--- Material to process ---
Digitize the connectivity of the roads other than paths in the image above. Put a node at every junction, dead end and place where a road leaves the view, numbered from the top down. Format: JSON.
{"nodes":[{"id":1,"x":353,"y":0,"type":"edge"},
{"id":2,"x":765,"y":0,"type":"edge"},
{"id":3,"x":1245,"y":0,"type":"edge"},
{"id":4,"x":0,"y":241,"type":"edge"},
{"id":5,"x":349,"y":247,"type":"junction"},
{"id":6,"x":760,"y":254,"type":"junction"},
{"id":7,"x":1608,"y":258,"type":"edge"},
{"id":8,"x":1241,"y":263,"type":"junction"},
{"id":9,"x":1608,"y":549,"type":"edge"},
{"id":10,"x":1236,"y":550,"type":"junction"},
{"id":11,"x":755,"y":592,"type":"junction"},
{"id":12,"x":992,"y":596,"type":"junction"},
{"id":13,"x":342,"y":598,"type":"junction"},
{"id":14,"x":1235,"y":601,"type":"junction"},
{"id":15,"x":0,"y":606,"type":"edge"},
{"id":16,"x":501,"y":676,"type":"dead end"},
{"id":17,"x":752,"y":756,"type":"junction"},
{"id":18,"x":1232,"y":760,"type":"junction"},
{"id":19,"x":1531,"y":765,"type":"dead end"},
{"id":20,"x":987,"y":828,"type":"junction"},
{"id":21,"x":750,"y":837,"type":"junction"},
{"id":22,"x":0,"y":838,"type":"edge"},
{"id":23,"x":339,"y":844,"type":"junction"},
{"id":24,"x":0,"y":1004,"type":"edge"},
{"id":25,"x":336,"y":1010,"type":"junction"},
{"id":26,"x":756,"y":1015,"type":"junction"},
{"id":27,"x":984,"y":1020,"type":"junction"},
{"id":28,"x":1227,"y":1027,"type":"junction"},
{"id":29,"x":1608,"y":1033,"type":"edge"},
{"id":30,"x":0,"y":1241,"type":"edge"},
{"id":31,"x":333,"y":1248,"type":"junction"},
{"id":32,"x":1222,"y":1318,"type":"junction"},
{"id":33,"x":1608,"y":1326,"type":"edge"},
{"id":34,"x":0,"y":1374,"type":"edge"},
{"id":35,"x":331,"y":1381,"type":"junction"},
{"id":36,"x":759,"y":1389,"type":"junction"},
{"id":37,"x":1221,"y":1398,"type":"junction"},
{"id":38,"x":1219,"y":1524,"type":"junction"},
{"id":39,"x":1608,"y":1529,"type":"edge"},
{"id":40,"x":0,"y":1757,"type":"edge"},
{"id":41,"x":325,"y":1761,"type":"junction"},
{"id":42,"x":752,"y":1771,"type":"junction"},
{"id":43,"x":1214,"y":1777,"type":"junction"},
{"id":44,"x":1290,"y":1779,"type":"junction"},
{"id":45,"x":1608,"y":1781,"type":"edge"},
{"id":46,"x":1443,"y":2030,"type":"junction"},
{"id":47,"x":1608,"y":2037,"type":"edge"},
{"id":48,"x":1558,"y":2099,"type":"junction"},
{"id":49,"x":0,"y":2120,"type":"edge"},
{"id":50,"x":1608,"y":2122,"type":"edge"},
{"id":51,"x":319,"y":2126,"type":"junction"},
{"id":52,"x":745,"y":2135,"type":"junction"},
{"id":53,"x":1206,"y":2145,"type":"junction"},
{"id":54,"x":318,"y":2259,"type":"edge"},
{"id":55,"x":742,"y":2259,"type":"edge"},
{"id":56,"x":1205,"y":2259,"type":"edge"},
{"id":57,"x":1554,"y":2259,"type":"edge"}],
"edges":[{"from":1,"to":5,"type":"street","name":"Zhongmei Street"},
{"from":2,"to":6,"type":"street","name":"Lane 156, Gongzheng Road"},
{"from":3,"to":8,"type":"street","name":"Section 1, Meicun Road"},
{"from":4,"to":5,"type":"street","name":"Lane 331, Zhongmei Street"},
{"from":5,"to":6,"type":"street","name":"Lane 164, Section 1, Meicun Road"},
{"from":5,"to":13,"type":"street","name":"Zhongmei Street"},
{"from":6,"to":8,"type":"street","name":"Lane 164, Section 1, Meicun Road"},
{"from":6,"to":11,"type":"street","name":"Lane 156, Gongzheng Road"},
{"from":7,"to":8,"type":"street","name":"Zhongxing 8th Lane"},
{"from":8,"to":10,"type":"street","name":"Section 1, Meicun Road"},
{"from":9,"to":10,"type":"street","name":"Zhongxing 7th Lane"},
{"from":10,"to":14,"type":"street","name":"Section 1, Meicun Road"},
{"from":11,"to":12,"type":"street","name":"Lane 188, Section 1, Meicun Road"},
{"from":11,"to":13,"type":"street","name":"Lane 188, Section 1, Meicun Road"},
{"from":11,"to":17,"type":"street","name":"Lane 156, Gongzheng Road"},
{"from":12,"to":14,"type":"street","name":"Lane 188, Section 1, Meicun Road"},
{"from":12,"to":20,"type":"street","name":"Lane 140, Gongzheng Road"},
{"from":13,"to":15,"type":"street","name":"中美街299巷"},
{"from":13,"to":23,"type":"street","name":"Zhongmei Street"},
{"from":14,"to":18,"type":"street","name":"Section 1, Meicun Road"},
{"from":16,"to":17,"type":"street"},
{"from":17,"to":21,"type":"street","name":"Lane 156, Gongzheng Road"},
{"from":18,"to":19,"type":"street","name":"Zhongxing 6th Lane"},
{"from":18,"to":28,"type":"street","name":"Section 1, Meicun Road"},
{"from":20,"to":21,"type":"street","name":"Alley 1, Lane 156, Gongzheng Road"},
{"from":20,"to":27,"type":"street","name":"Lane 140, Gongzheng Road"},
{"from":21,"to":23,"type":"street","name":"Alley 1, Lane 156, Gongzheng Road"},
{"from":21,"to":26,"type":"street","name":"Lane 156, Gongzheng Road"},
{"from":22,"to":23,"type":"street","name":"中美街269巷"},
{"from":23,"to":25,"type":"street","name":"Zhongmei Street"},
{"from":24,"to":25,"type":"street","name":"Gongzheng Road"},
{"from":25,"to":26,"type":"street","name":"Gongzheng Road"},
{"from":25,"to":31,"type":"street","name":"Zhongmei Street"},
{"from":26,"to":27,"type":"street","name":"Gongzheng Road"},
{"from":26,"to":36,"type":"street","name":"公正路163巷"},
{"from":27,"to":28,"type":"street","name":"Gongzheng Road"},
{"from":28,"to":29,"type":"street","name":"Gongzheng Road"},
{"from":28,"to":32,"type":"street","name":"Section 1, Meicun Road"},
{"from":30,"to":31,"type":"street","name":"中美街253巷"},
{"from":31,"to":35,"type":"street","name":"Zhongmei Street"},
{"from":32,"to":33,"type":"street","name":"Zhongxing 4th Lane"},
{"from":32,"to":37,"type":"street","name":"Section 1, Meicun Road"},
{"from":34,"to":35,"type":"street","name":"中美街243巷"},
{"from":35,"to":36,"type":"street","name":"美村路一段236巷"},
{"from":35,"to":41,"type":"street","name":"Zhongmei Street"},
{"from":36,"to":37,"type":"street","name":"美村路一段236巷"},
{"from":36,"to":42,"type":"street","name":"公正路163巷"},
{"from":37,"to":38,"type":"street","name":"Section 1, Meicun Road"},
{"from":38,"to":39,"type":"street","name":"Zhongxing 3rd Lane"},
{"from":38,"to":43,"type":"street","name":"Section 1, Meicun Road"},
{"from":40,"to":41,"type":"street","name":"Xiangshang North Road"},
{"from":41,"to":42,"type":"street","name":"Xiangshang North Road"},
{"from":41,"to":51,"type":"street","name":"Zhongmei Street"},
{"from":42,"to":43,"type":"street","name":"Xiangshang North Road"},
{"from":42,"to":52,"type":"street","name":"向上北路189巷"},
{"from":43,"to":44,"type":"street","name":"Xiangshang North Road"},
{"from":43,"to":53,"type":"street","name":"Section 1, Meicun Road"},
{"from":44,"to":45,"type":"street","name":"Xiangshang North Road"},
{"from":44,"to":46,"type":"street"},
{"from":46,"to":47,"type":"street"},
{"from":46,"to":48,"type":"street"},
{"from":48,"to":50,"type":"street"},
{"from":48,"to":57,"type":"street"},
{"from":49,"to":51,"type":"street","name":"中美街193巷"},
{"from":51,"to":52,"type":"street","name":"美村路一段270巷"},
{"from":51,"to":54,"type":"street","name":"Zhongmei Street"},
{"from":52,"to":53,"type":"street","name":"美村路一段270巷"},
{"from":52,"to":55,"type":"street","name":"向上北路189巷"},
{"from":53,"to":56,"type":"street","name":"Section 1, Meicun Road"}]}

--- Task to complete ---
If a line in the entries above contains "North", report it.

--- Problem solution ---
{"from":40,"to":41,"type":"street","name":"Xiangshang North Road"},
{"from":41,"to":42,"type":"street","name":"Xiangshang North Road"},
{"from":42,"to":43,"type":"street","name":"Xiangshang North Road"},
{"from":43,"to":44,"type":"street","name":"Xiangshang North Road"},
{"from":44,"to":45,"type":"street","name":"Xiangshang North Road"},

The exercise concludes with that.